No worries I usually do a daily check, your getting special treatment. Yes AOL can go and I would do a CCleaner scan it should find all the AOL crap on there.

O8 - Extra context menu item: &AOL Toolbar search - res://C:\Program Files\AOL Toolbar\toolbar.dll/SEARCH.HTML

You are running an outdated and unsafe version of Java. You need to uninstall it via Add/Remove programs and delete the program file also. Then go here http://java.sun.com/...loads/index.jsp and install the correct version for your system. Choose the offline installation.

You have both AVG and SAS running as active services, I would cut out AVG active and have it as backup only or just get rid of it. With SAS and MBAM she won't need AVG.

Her Windows updates are not current get SP3 on for her. Do all this before you reset System Restore is best I think. Just in case SP3 breaks something.

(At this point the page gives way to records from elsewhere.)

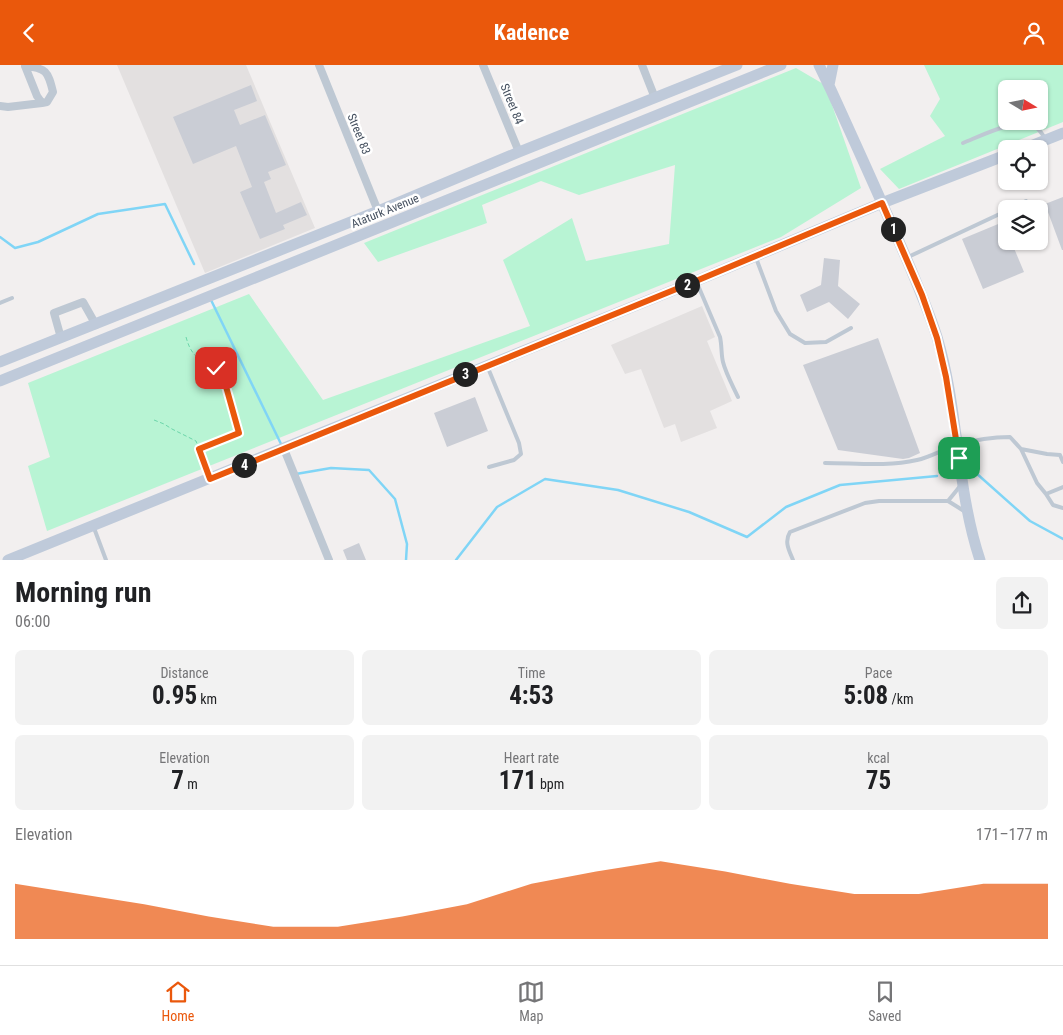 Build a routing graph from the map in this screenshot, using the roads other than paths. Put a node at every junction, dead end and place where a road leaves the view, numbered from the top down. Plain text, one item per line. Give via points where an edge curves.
1 (25, 65) edge
2 (319, 65) edge
3 (483, 65) edge
4 (642, 65) edge
5 (737, 65) edge
6 (780, 65) edge
7 (819, 65) edge
8 (832, 65) edge
9 (829, 85) junction
10 (655, 97) junction
11 (42, 103) junction
12 (0, 106) edge
13 (1063, 133) edge
14 (1047, 140) joint
15 (964, 143) dead end
16 (519, 152) junction
17 (998, 158) edge
18 (882, 203) junction
19 (378, 211) junction
20 (998, 215) edge
21 (344, 224) junction
22 (352, 239) junction
23 (755, 256) junction
24 (906, 258) junction
25 (696, 281) junction
26 (12, 298) dead end
27 (0, 303) edge
28 (96, 325) junction
29 (851, 328) dead end
30 (61, 338) junction
31 (0, 362) edge
32 (487, 365) junction
33 (0, 381) edge
34 (738, 397) dead end
35 (958, 445) junction
36 (284, 449) junction
37 (1021, 449) junction
38 (1063, 462) edge
39 (825, 463) dead end
40 (489, 467) dead end
41 (962, 484) junction
42 (1063, 487) edge
43 (1046, 494) junction
44 (948, 501) junction
45 (1063, 507) edge
46 (968, 514) junction
47 (93, 526) junction
48 (8, 560) edge
49 (106, 560) edge
50 (330, 560) edge
51 (793, 560) edge
52 (980, 560) edge

1 - 11 street
1 - 11 street via 39,67 48,75 53,92 47,102
2 - 19 street, Street 83
3 - 16 street, Street 84
4 - 10 street
5 - 10 street, Ataturk Avenue
6 - 22 street, Ataturk Avenue
7 - 9 street
8 - 9 street
9 - 18 street
10 - 16 street, Ataturk Avenue
11 - 12 street
13 - 14 street
14 - 15 lane via 1037,128 1009,125
16 - 19 street, Ataturk Avenue
17 - 18 street
18 - 23 street
18 - 24 street
19 - 21 street, Ataturk Avenue
20 - 24 lane
21 - 22 street
21 - 28 street, Ataturk Avenue
22 - 33 street, Ataturk Avenue
23 - 25 street
23 - 29 lane via 776,311 790,334 805,343 826,342
24 - 35 street via 937,338
25 - 32 street
25 - 34 lane via 720,337 725,369
26 - 27 lane
28 - 30 street, Ataturk Avenue
28 - 30 street via 83,302 54,313
30 - 31 street, Ataturk Avenue
32 - 36 street
32 - 40 lane via 521,454
35 - 37 lane via 992,437 1010,437
35 - 39 lane via 907,463
35 - 41 street
36 - 47 street
36 - 50 street
37 - 38 lane via 1060,455
37 - 43 lane via 1037,483
41 - 44 lane
41 - 46 street
42 - 43 lane
43 - 45 lane via 1053,505
44 - 46 lane
44 - 51 lane via 866,503 790,532 787,545
46 - 52 street
47 - 48 street
47 - 49 lane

Be sure you warn her about MSN and the huge rise in infections from it. Make sure she knows not to click on links even if she thinks she knows who sent it.

Your log looks clean. We need to now reset a clean System Restore point. If you don't and you need to use System Restore you will reinfect yourself. Go to Start>Control Panel>System. Click on the System Restore tab and put a check in Turn off System Restore. Then click OK.

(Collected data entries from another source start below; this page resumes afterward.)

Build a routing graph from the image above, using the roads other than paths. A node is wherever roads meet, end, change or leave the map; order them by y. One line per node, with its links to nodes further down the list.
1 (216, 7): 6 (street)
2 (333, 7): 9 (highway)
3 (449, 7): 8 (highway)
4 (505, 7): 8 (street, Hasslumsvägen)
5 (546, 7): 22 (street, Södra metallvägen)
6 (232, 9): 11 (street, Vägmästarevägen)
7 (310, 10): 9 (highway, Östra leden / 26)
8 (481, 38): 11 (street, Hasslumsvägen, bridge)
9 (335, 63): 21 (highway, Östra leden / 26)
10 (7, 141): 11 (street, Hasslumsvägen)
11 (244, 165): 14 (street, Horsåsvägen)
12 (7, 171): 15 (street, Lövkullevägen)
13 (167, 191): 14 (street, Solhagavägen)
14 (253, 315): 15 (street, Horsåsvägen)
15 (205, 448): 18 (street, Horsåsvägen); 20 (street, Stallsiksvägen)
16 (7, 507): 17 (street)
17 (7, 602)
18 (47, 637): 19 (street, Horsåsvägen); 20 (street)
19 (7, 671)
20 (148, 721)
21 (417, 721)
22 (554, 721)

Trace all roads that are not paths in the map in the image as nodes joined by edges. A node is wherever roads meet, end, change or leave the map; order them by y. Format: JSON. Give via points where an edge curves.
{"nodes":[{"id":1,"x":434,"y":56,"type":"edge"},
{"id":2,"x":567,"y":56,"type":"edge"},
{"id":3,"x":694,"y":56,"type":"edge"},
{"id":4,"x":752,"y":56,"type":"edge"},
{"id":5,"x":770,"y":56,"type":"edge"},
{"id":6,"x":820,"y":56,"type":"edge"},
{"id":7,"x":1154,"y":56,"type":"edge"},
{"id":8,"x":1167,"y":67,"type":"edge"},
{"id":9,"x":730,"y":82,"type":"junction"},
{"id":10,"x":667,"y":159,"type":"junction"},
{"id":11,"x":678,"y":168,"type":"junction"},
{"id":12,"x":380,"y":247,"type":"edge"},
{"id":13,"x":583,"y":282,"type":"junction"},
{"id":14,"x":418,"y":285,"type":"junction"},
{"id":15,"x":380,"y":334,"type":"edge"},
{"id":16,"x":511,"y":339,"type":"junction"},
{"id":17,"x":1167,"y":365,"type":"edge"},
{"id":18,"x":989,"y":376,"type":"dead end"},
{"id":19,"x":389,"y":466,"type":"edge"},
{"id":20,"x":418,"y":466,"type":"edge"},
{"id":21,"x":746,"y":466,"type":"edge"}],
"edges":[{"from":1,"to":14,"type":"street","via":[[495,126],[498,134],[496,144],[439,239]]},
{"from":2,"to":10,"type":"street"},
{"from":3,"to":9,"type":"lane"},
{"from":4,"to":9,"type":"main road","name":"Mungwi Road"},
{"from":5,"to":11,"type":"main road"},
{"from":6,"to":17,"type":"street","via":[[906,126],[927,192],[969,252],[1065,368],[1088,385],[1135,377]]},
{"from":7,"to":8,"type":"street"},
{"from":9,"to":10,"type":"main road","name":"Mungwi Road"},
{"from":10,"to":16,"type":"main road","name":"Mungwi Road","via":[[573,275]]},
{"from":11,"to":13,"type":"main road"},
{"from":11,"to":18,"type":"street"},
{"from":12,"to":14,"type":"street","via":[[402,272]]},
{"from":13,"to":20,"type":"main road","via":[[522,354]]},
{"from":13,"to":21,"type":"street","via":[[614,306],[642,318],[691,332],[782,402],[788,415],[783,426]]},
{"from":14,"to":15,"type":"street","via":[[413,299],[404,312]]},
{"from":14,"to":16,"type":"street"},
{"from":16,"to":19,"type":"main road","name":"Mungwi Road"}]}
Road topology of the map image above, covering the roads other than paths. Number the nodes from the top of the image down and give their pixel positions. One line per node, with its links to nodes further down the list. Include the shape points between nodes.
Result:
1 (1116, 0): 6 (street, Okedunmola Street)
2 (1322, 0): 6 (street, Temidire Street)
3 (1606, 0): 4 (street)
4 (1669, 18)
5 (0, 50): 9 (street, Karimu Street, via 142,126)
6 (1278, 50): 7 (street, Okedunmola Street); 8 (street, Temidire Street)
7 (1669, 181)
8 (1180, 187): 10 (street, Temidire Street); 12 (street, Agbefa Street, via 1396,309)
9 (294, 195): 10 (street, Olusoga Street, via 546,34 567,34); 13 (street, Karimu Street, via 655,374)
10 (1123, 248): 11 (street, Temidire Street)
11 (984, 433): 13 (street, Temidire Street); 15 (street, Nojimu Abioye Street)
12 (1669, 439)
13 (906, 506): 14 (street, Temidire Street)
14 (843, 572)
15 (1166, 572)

Now go to Start>Help and Support > Undo Changes to Your System or System Restore depending on the make of your PC. Click on what ever will open the System Restore box. You will see two options, Choose Create a System Restore Point. Give it a name like Clean Restore Point and today's date. Now if you need to use it you have it.

Many of these infections can be avoided with an added layer of prevention. All recommended programs are free and easy on system resources. You should install them as part of your protection arsenal. Keep Spybot Search & Destroy and always immunize when you update. You will also need at least one other scanning program AVG is good and there are several other excellent programs with free and paid versions. Read the overviews of what each program below does so you have an understanding of their importance and how to use.

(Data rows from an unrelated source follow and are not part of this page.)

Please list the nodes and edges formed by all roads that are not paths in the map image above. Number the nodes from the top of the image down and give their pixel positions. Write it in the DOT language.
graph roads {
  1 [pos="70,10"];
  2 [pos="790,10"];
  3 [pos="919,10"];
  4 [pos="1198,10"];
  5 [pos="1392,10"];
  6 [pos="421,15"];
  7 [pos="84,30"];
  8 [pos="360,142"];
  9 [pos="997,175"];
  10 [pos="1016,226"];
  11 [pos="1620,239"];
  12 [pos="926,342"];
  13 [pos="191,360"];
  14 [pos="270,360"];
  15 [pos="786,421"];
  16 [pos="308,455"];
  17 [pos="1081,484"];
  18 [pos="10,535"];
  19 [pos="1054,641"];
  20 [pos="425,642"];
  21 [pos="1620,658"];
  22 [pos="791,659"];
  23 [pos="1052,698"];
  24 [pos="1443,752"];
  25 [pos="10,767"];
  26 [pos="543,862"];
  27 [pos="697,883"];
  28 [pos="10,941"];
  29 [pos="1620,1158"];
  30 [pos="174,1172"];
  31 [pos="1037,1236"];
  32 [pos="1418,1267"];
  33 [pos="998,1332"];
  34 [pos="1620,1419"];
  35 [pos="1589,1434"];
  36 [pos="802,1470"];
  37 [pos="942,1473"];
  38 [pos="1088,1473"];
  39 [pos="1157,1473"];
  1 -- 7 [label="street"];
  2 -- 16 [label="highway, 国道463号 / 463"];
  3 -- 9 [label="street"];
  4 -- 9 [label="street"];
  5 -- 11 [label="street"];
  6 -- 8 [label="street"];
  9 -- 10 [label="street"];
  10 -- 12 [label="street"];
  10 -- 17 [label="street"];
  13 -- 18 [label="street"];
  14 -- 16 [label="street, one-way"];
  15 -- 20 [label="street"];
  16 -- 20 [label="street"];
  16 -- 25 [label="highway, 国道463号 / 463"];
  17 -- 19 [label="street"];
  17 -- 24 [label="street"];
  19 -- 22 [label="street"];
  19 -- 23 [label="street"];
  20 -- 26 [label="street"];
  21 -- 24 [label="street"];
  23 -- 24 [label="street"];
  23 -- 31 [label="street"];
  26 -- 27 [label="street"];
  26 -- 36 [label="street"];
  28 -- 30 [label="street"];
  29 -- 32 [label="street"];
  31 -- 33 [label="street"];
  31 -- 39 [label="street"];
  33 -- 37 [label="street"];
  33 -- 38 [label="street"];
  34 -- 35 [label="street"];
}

A firewall and antivirus are also essential. The Windows firewall in XP is not sufficient.

Preform Windows Updates monthly on the second Tuesday or use automatic updates, and use your scanners weekly at the least. Always update before you scan.

SpywareBlaster from Javacool Software

WinPatrol by BillPStudios

SiteHound by FireTrust

RogueRemover

hpHosts

The windows firewall is not sufficient to protect. It doesn't monitor outgoing traffic and this is a must. I use and recommend Online Armor Free


She can join my site and we will spoon feed her safe surfing too. LOL

[lurkingatu2]

ok thank you so very much

[JeanInMontana]

Your welcome and what a nice thing for you to do. Karma point for you!! Race time from the sounds of RaceBuddy.

Since this issue is resolved I will close the thread to prevent others from posting into it. If you need assistance please start your own topic and someone will be happy to assist you.

The fixes and advice in this thread are for this machine only. Do not apply to your machine. Please start a thread of your own and someone will be happy to help you.